Little things – those with direct links to the house and family – meant a lot. A Regency rolled paper scroll workbox decorated with sprigs of flowers, insects and butterflies and the hinged lid bearing initial L for Little was, said Young, “my absolute favourite in the sale”.
He estimated the 10½in (27cm) wide box at £400-600 and was delighted when it sold to an interiors consultant at £2800.
Best of the furniture was a japanned cabinet on giltwood stand – the type of object that adorned many European country houses in the late 17th and early 18th centuries.
Decorated in gilt and silver with flowers and buildings, the cabinet enclosed a fitted interior of 12 similarly decorated drawers embellished with birds and figures. The stand was carved with putti, scrolls and flowers.
Measuring 5ft 5in (1.62m) tall and estimated at £3000, it sold to a private Midlands bidder at £9800.
Among the most viewed lots was a 3ft 3in (1m) wide Regency gilt and ebonised console table in the manner of the influential London cabinetmaker and designer George Smith (1756-1826). With a shaped, simulated marble top, it more than quadrupled the high estimate at £3400.
A George III mahogany secretaire bookcase with an associated top tripled mid-expectations at £3200, while a pair of 6ft 10in (2.08m) wide George IV chaise longues with carved rosewood frames took £3600 against a £1500-2500 estimate. All went to private buyers.
Clocks and glass stars
Topping the horology was a George III longcase signed Barraud, Cornhill, London. With an eight-day fourpillar movement, in a (2.15m) tall mahogany case with arched hood, it was pitched at £1500-2000 and went to a West Country clocks dealer at £6500.
Two glass lots went well above hopes. A 5¾in (14.5cm) heavy baluster ale glass, c.1700, with spiked gadrooning to the bowl, a ‘tear’ to the stem and a conical folded foot went to a UK collector at £2600, 10 times the top estimate.
A lot catalogued as a 17th century Venetian campana-shaped flask was more probably a Mughal hookah pipe base (some were imported from Venice, others made in Bihar).

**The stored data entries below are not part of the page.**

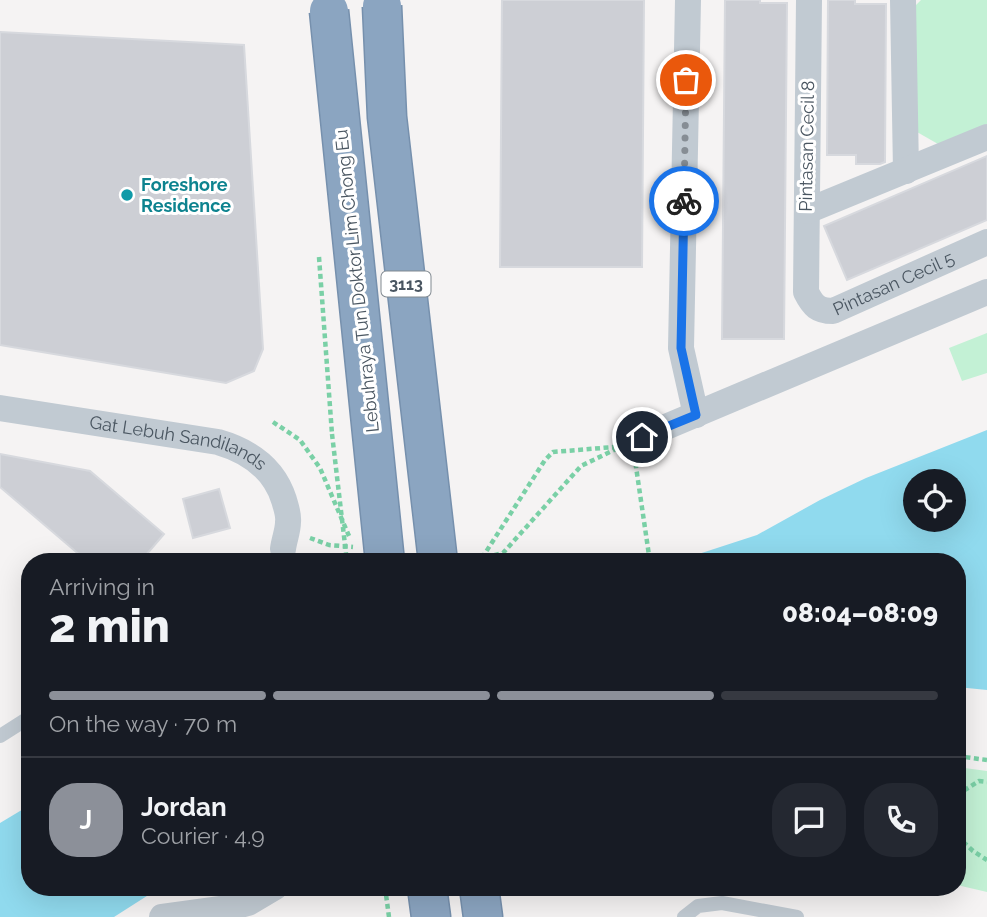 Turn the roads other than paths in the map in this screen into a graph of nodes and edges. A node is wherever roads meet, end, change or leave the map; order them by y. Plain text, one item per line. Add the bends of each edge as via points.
1 (688, 0) edge
2 (809, 0) edge
3 (903, 0) edge
4 (382, 3) edge
5 (329, 6) edge
6 (987, 136) edge
7 (906, 170) junction
8 (807, 211) junction
9 (987, 242) edge
10 (806, 292) joint
11 (987, 292) edge
12 (0, 408) edge
13 (696, 415) junction
14 (642, 437) road end
15 (281, 546) edge
16 (369, 553) edge
17 (437, 553) edge
18 (21, 723) edge
19 (0, 736) edge
20 (260, 896) edge
21 (428, 896) edge
22 (480, 896) edge
23 (230, 913) edge
24 (162, 917) edge
25 (431, 917) edge
26 (482, 917) edge
27 (684, 917) edge
28 (797, 917) edge

1 - 13 street via 681,348
2 - 8 street, Pintasan Cecil 8
3 - 7 street
4 - 17 highway, 3113, bridge via 387,117
5 - 16 highway, Lebuhraya Tun Doktor Lim Chong Eu / 3113, bridge
6 - 7 street
7 - 8 street
8 - 10 street, Pintasan Cecil 8
9 - 10 street, Pintasan Cecil 5 via 833,312 821,311
11 - 13 street
12 - 15 street, Gat Lebuh Sandilands via 238,447 258,460 280,488 289,520
13 - 14 street
18 - 19 lane
20 - 23 street
21 - 25 highway
22 - 26 highway
23 - 24 street
27 - 28 lane via 698,906 722,903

The 6½in (17cm) tall vessel featured flower heads in hexagonal reserves and scrolling bands created by applying metal beads. It was estimated at £300-500 but sold to a London specialist at £6000.
Top-sellers among the contents of Newbold Pacey Hall were two Grand Tour oils on canvas by Jacob More (1740-93). Born in Edinburgh, More moved to Rome in 1773 and lived there for the rest of his life, painting landscapes such as The Falls of Tivoli and The Roman Campagna.
Pitched at £20,000-30,000, each sold to the same London dealer a fraction under hopes. The Falls of Tivoli, pictured above, with figures of a fisherman, his companion and a dog in the foreground, took £19,500. The Roman Campagna, with cattle and figures in foreground, took £19,000.